Exercise requirements
All entries must be repeated exactly; do not include the pictures.
### Material provided
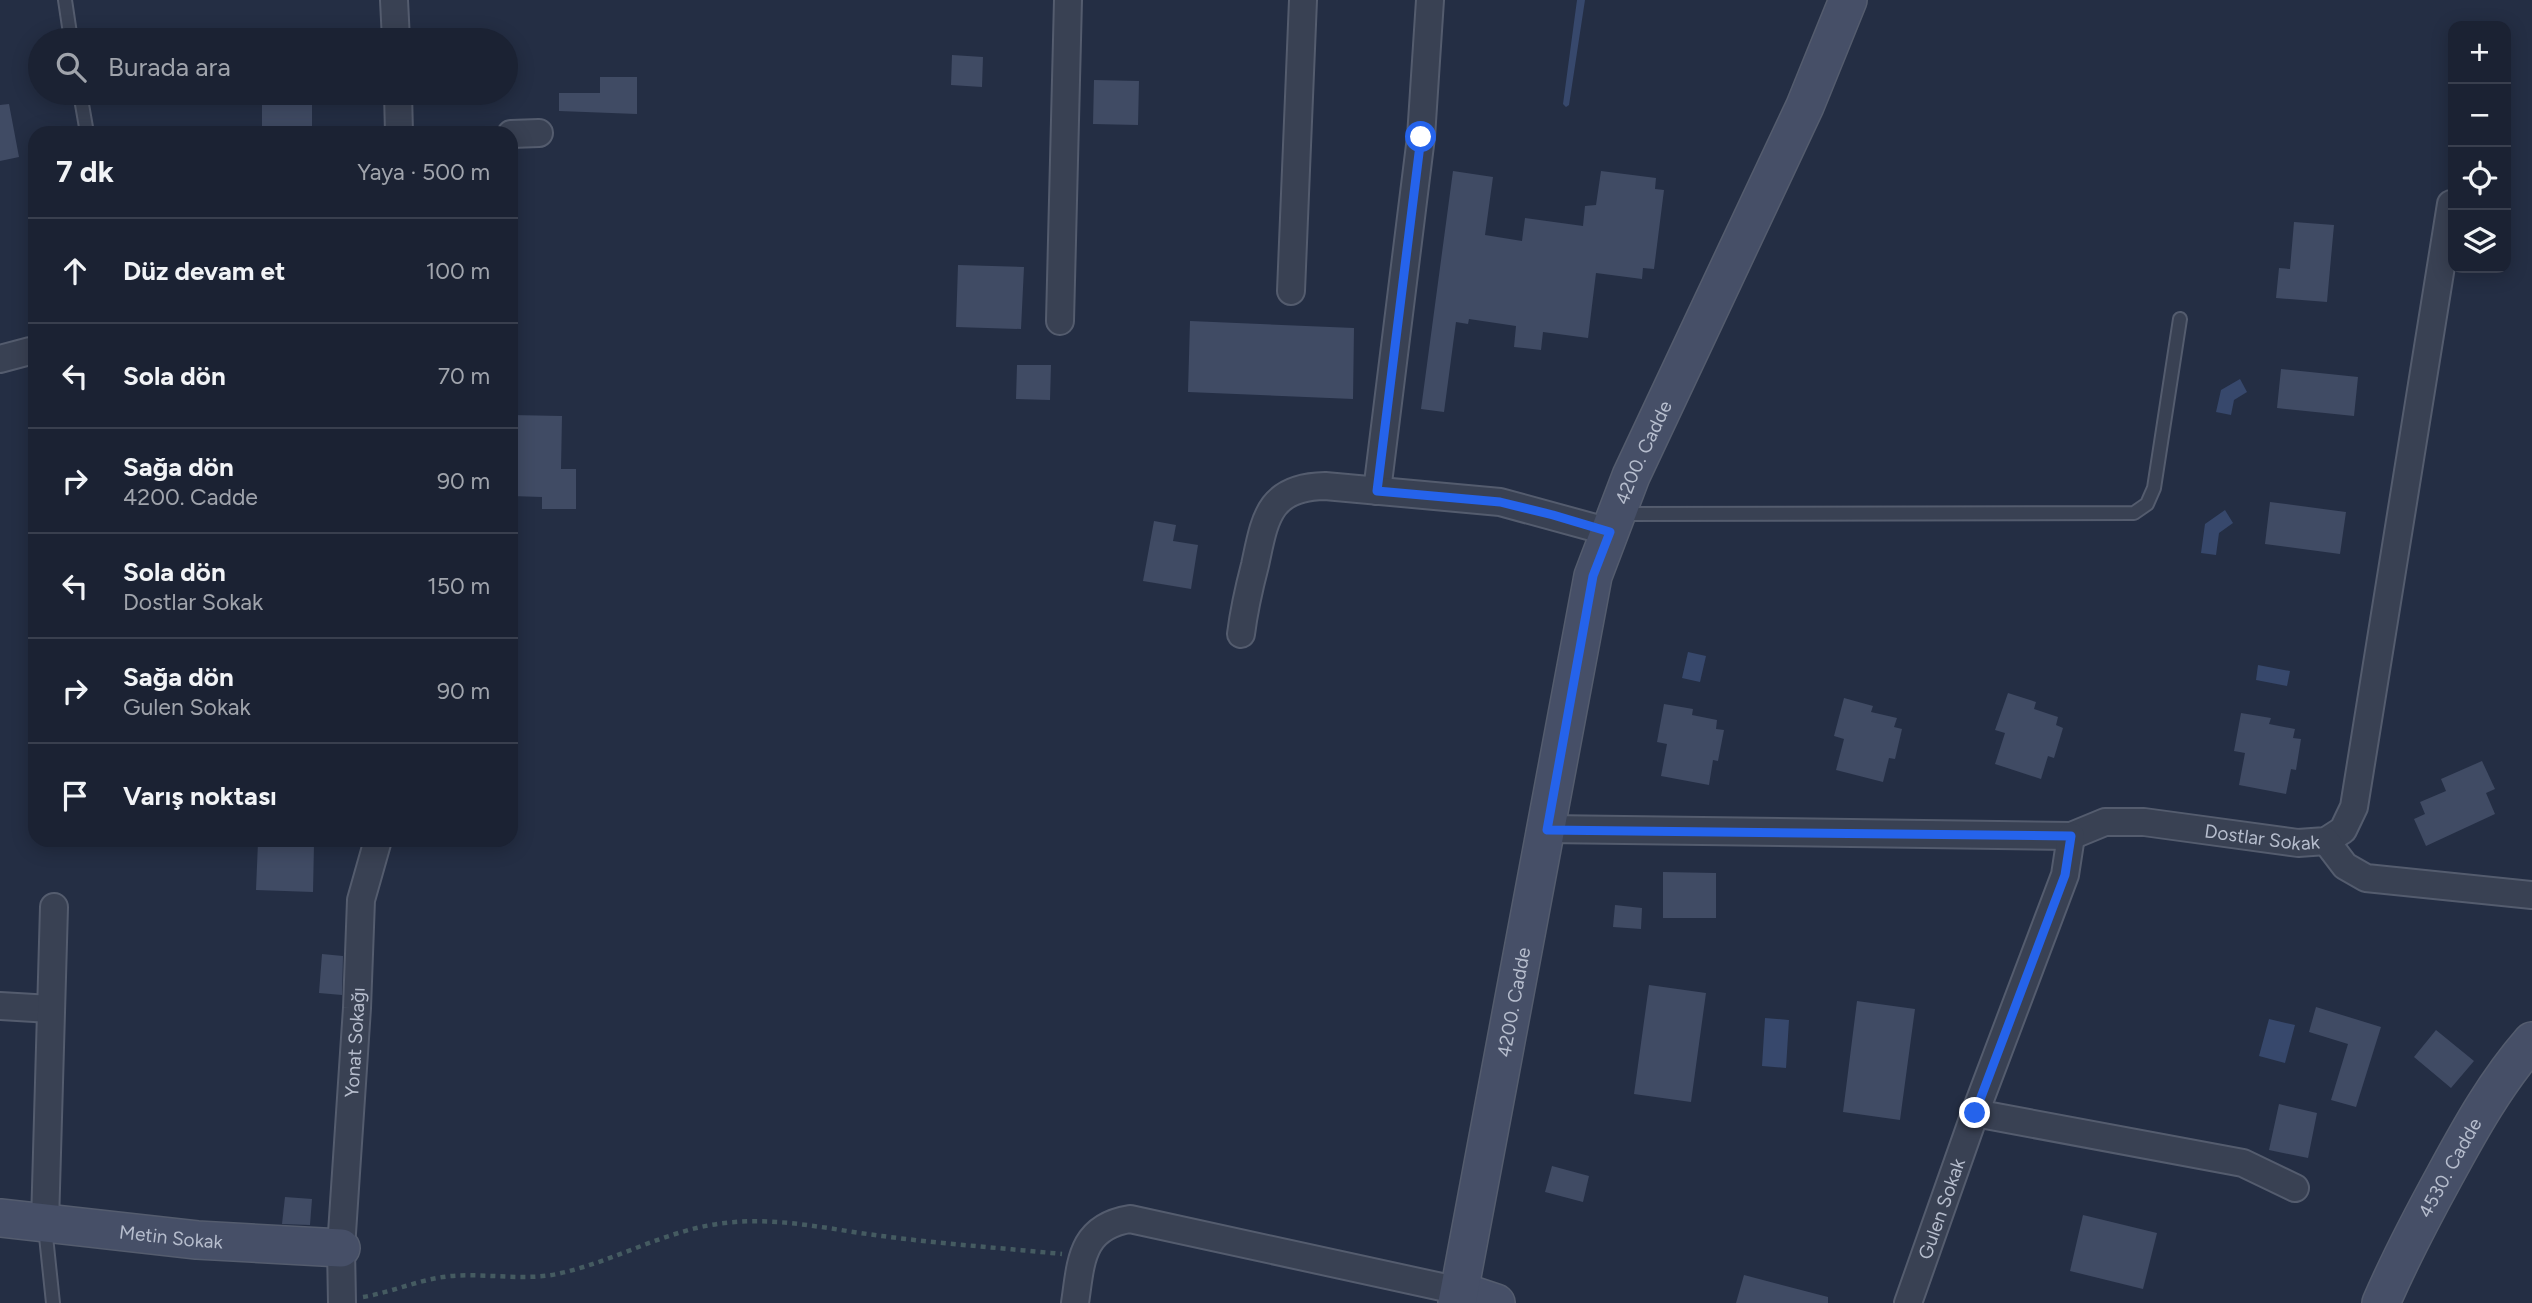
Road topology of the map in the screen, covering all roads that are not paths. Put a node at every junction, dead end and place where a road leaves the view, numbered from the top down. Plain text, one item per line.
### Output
1 (65, 0) edge
2 (394, 0) edge
3 (1068, 0) edge
4 (1303, 0) edge
5 (1430, 0) edge
6 (1848, 0) edge
7 (69, 28) edge
8 (395, 28) edge
9 (82, 105) edge
10 (398, 105) edge
11 (86, 126) edge
12 (399, 126) edge
13 (539, 133) dead end
14 (518, 134) edge
15 (2450, 210) edge
16 (1291, 291) dead end
17 (2180, 319) dead end
18 (1060, 321) dead end
19 (28, 352) edge
20 (0, 359) edge
21 (1377, 491) junction
22 (1613, 523) junction
23 (1241, 634) dead end
24 (1547, 830) junction
25 (2071, 836) junction
26 (2326, 841) junction
27 (376, 847) edge
28 (2532, 895) edge
29 (54, 907) dead end
30 (0, 1006) edge
31 (51, 1009) junction
32 (2532, 1041) edge
33 (1975, 1113) junction
34 (2295, 1188) dead end
35 (0, 1218) edge
36 (45, 1223) junction
37 (341, 1248) junction
38 (1458, 1297) edge
39 (342, 1302) edge
40 (53, 1303) edge
41 (1075, 1303) edge
42 (1496, 1303) edge
43 (1908, 1303) edge
44 (2381, 1303) edge

1 - 7 lane
2 - 8 street
3 - 18 street
4 - 16 street
5 - 21 street
6 - 22 main road, 4200. Cadde
9 - 11 lane
10 - 12 street
13 - 14 street
15 - 26 street, Dostlar Sokak
17 - 22 lane
19 - 20 street
21 - 22 street
21 - 23 street
22 - 24 main road, 4200. Cadde
24 - 25 street, Dostlar Sokak
24 - 38 main road, 4200. Cadde
25 - 26 street, Dostlar Sokak
25 - 33 street, Gulen Sokak
26 - 28 street
27 - 37 street, Yonat Sokağı
29 - 31 street
30 - 31 street
31 - 36 street
32 - 44 main road, 4530. Cadde
33 - 34 street
33 - 43 street, Gulen Sokak
35 - 36 main road, Metin Sokak
36 - 37 main road, Metin Sokak
36 - 40 lane
37 - 39 street, Yonat Sokağı
38 - 41 street
38 - 42 main road

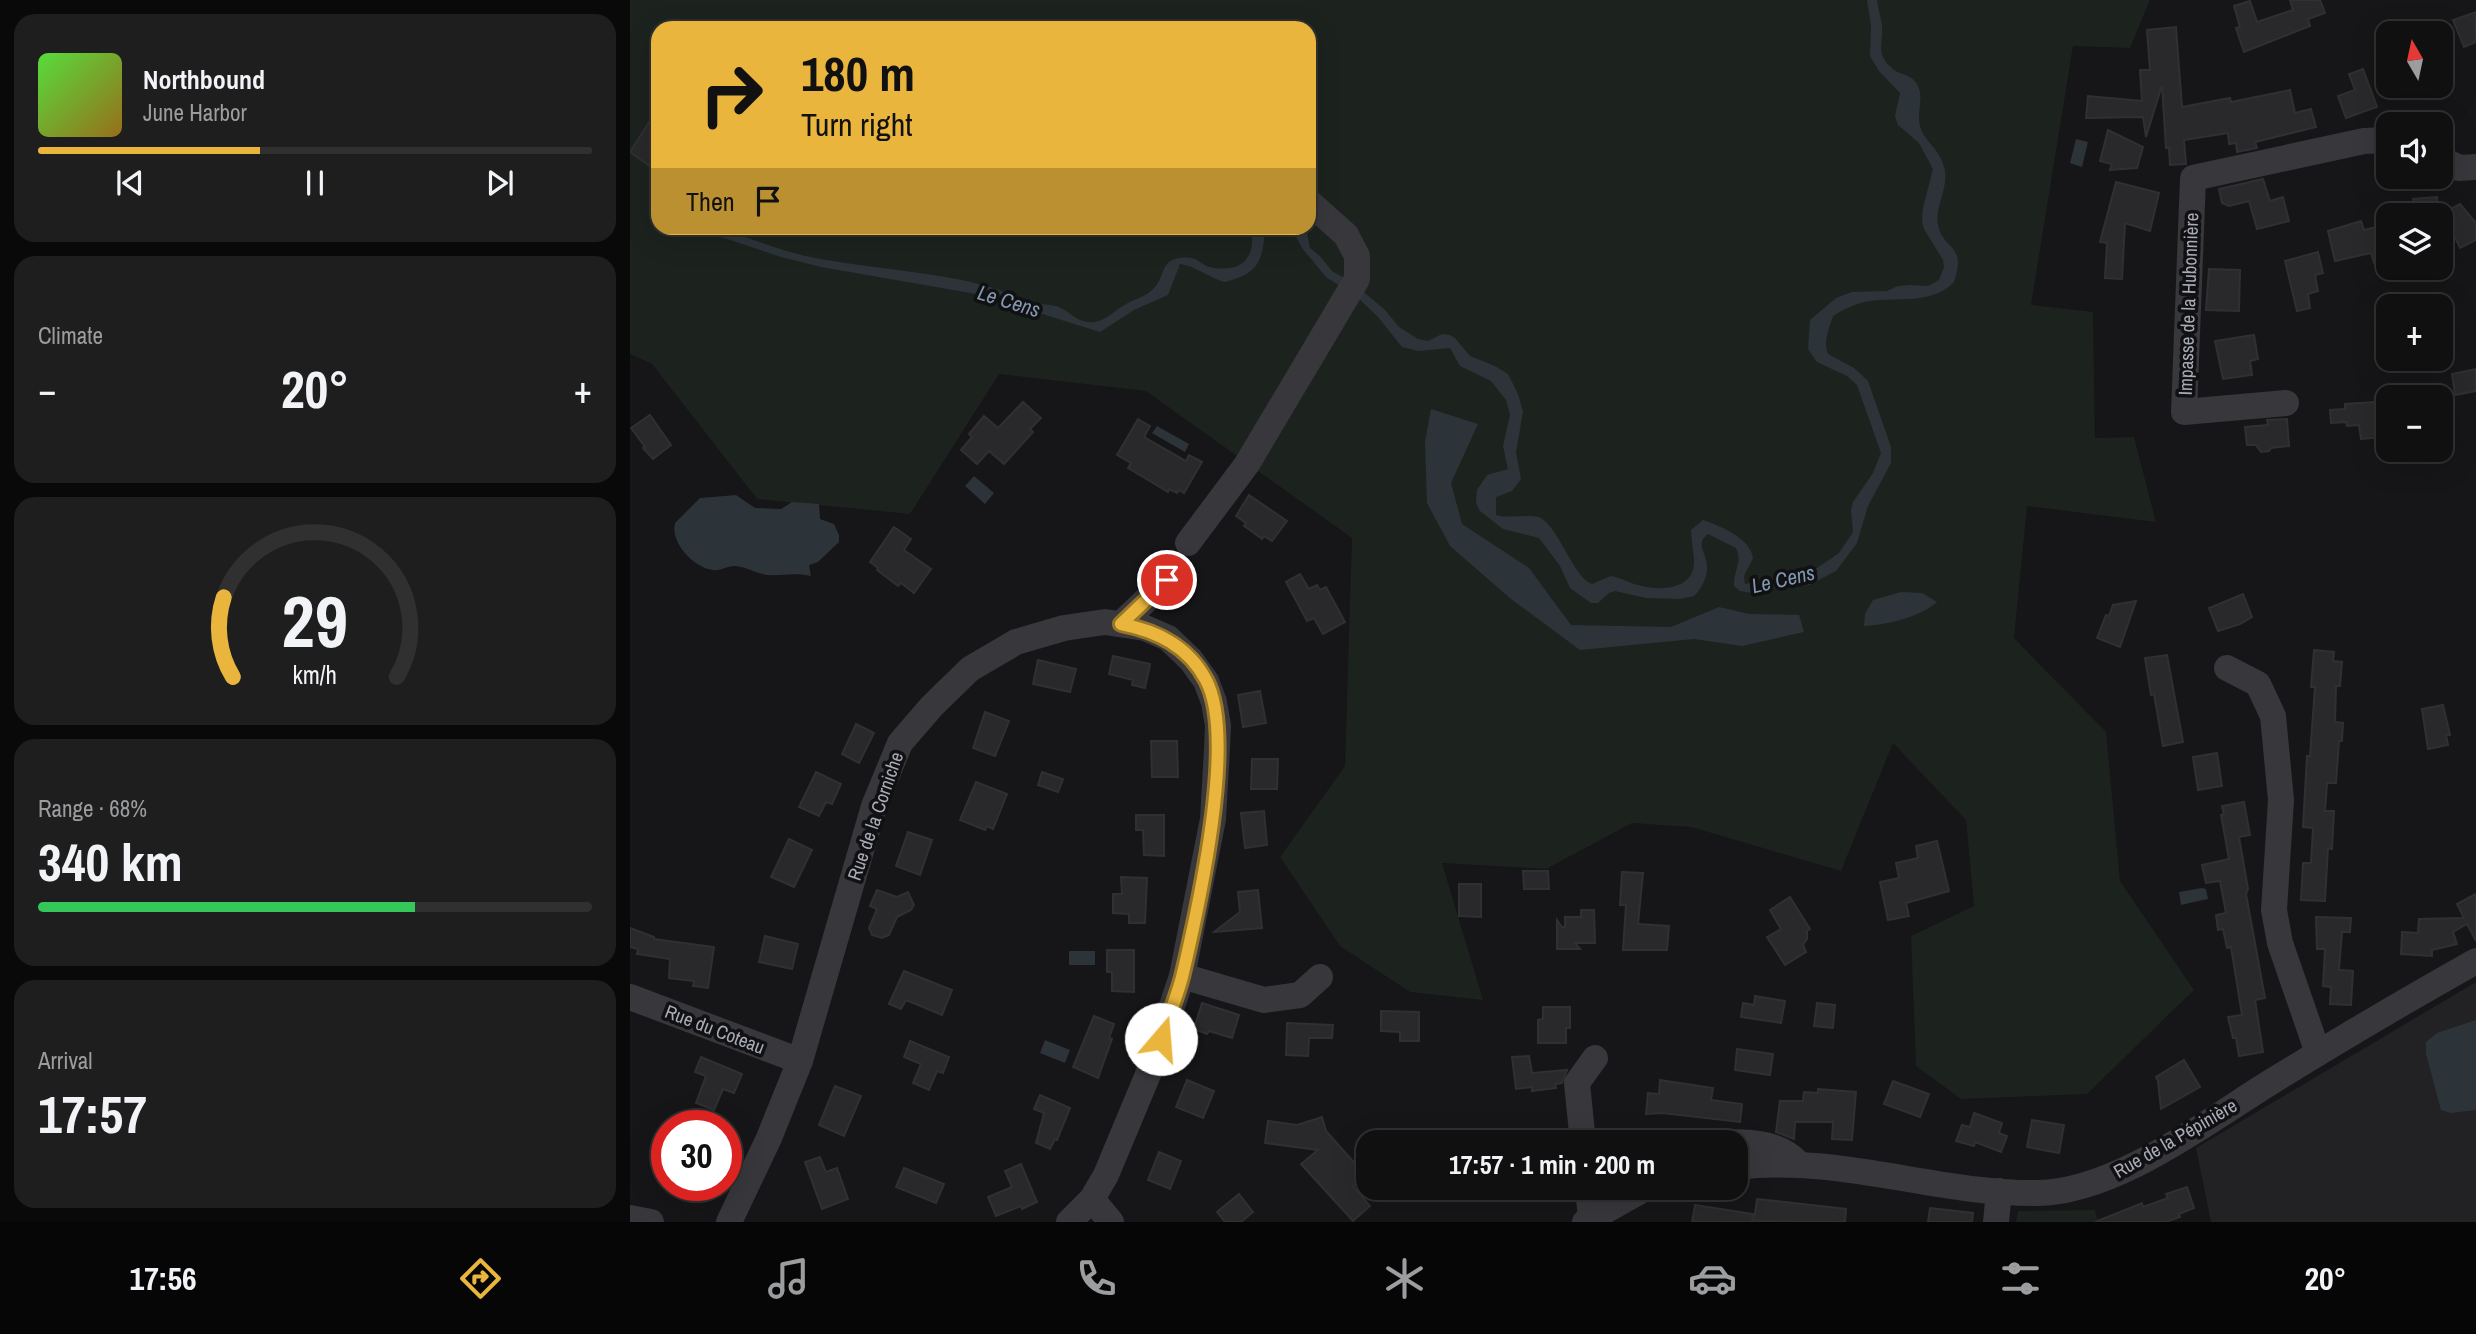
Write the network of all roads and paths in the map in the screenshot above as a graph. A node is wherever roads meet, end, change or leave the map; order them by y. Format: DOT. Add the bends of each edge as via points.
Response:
graph roads {
  1 [pos="2376,140"];
  2 [pos="2453,165"];
  3 [pos="2476,167"];
  4 [pos="1316,208"];
  5 [pos="2286,403"];
  6 [pos="1188,543"];
  7 [pos="1167,580"];
  8 [pos="1121,624"];
  9 [pos="2227,668"];
  10 [pos="2476,961"];
  11 [pos="1182,976"];
  12 [pos="1320,977"];
  13 [pos="630,997"];
  14 [pos="2318,1053"];
  15 [pos="1595,1058"];
  16 [pos="800,1061"];
  17 [pos="1582,1130"];
  18 [pos="1748,1143"];
  19 [pos="1799,1164"];
  20 [pos="1748,1166"];
  21 [pos="1998,1191"];
  22 [pos="1092,1199"];
  23 [pos="1588,1200"];
  24 [pos="1621,1200"];
  25 [pos="630,1218"];
  26 [pos="1588,1220"];
  27 [pos="651,1222"];
  28 [pos="729,1222"];
  29 [pos="1069,1222"];
  30 [pos="1111,1222"];
  31 [pos="1996,1222"];
  1 -- 5 [label="street, Impasse de la Hubonnière" via="2193,178 2184,412"];
  2 -- 3 [label="street"];
  4 -- 6 [label="street" via="1346,235 1357,256 1357,279 1247,464"];
  7 -- 8 [label="street"];
  8 -- 11 [label="street, Rue de la Corniche" via="1168,638 1191,660 1214,702 1218,726 1213,819"];
  8 -- 16 [label="street, Rue de la Corniche" via="1064,628 1016,642 970,669 900,743 874,806"];
  9 -- 14 [label="street" via="2258,684 2273,716 2281,800 2274,910 2280,943"];
  10 -- 14 [label="street, Rue de la Pépinière"];
  11 -- 12 [label="street" via="1264,1000 1300,995"];
  11 -- 22 [label="street, Rue de la Corniche" via="1154,1060"];
  13 -- 16 [label="street, Rue du Coteau"];
  14 -- 21 [label="street, Rue de la Pépinière" via="2127,1168 2082,1186 2039,1193"];
  15 -- 17 [label="street" via="1577,1083"];
  16 -- 28 [label="street, Rue de la Corniche"];
  18 -- 19 [label="street, Rue de la Pépinière" via="1787,1152"];
  19 -- 20 [label="street, Rue de la Pépinière"];
  19 -- 21 [label="street, Rue de la Pépinière"];
  21 -- 31 [label="street"];
  22 -- 29 [label="street, Rue de la Corniche"];
  22 -- 30 [label="street"];
  23 -- 26 [label="street"];
  24 -- 26 [label="street"];
  25 -- 27 [label="street"];
}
######
Expected answer
Road topology of the map in the screen, covering all roads that are not paths. Put a node at every junction, dead end and place where a road leaves the view, numbered from the top down. Plain text, one item per line.
### Output
1 (65, 0) edge
2 (394, 0) edge
3 (1068, 0) edge
4 (1303, 0) edge
5 (1430, 0) edge
6 (1848, 0) edge
7 (69, 28) edge
8 (395, 28) edge
9 (82, 105) edge
10 (398, 105) edge
11 (86, 126) edge
12 (399, 126) edge
13 (539, 133) dead end
14 (518, 134) edge
15 (2450, 210) edge
16 (1291, 291) dead end
17 (2180, 319) dead end
18 (1060, 321) dead end
19 (28, 352) edge
20 (0, 359) edge
21 (1377, 491) junction
22 (1613, 523) junction
23 (1241, 634) dead end
24 (1547, 830) junction
25 (2071, 836) junction
26 (2326, 841) junction
27 (376, 847) edge
28 (2532, 895) edge
29 (54, 907) dead end
30 (0, 1006) edge
31 (51, 1009) junction
32 (2532, 1041) edge
33 (1975, 1113) junction
34 (2295, 1188) dead end
35 (0, 1218) edge
36 (45, 1223) junction
37 (341, 1248) junction
38 (1458, 1297) edge
39 (342, 1302) edge
40 (53, 1303) edge
41 (1075, 1303) edge
42 (1496, 1303) edge
43 (1908, 1303) edge
44 (2381, 1303) edge

1 - 7 lane
2 - 8 street
3 - 18 street
4 - 16 street
5 - 21 street
6 - 22 main road, 4200. Cadde
9 - 11 lane
10 - 12 street
13 - 14 street
15 - 26 street, Dostlar Sokak
17 - 22 lane
19 - 20 street
21 - 22 street
21 - 23 street
22 - 24 main road, 4200. Cadde
24 - 25 street, Dostlar Sokak
24 - 38 main road, 4200. Cadde
25 - 26 street, Dostlar Sokak
25 - 33 street, Gulen Sokak
26 - 28 street
27 - 37 street, Yonat Sokağı
29 - 31 street
30 - 31 street
31 - 36 street
32 - 44 main road, 4530. Cadde
33 - 34 street
33 - 43 street, Gulen Sokak
35 - 36 main road, Metin Sokak
36 - 37 main road, Metin Sokak
36 - 40 lane
37 - 39 street, Yonat Sokağı
38 - 41 street
38 - 42 main road

Write the network of all roads and paths in the map in the screenshot above as a graph. A node is wherever roads meet, end, change or leave the map; order them by y. Format: DOT. Add the bends of each edge as via points.
Response:
graph roads {
  1 [pos="2376,140"];
  2 [pos="2453,165"];
  3 [pos="2476,167"];
  4 [pos="1316,208"];
  5 [pos="2286,403"];
  6 [pos="1188,543"];
  7 [pos="1167,580"];
  8 [pos="1121,624"];
  9 [pos="2227,668"];
  10 [pos="2476,961"];
  11 [pos="1182,976"];
  12 [pos="1320,977"];
  13 [pos="630,997"];
  14 [pos="2318,1053"];
  15 [pos="1595,1058"];
  16 [pos="800,1061"];
  17 [pos="1582,1130"];
  18 [pos="1748,1143"];
  19 [pos="1799,1164"];
  20 [pos="1748,1166"];
  21 [pos="1998,1191"];
  22 [pos="1092,1199"];
  23 [pos="1588,1200"];
  24 [pos="1621,1200"];
  25 [pos="630,1218"];
  26 [pos="1588,1220"];
  27 [pos="651,1222"];
  28 [pos="729,1222"];
  29 [pos="1069,1222"];
  30 [pos="1111,1222"];
  31 [pos="1996,1222"];
  1 -- 5 [label="street, Impasse de la Hubonnière" via="2193,178 2184,412"];
  2 -- 3 [label="street"];
  4 -- 6 [label="street" via="1346,235 1357,256 1357,279 1247,464"];
  7 -- 8 [label="street"];
  8 -- 11 [label="street, Rue de la Corniche" via="1168,638 1191,660 1214,702 1218,726 1213,819"];
  8 -- 16 [label="street, Rue de la Corniche" via="1064,628 1016,642 970,669 900,743 874,806"];
  9 -- 14 [label="street" via="2258,684 2273,716 2281,800 2274,910 2280,943"];
  10 -- 14 [label="street, Rue de la Pépinière"];
  11 -- 12 [label="street" via="1264,1000 1300,995"];
  11 -- 22 [label="street, Rue de la Corniche" via="1154,1060"];
  13 -- 16 [label="street, Rue du Coteau"];
  14 -- 21 [label="street, Rue de la Pépinière" via="2127,1168 2082,1186 2039,1193"];
  15 -- 17 [label="street" via="1577,1083"];
  16 -- 28 [label="street, Rue de la Corniche"];
  18 -- 19 [label="street, Rue de la Pépinière" via="1787,1152"];
  19 -- 20 [label="street, Rue de la Pépinière"];
  19 -- 21 [label="street, Rue de la Pépinière"];
  21 -- 31 [label="street"];
  22 -- 29 [label="street, Rue de la Corniche"];
  22 -- 30 [label="street"];
  23 -- 26 [label="street"];
  24 -- 26 [label="street"];
  25 -- 27 [label="street"];
}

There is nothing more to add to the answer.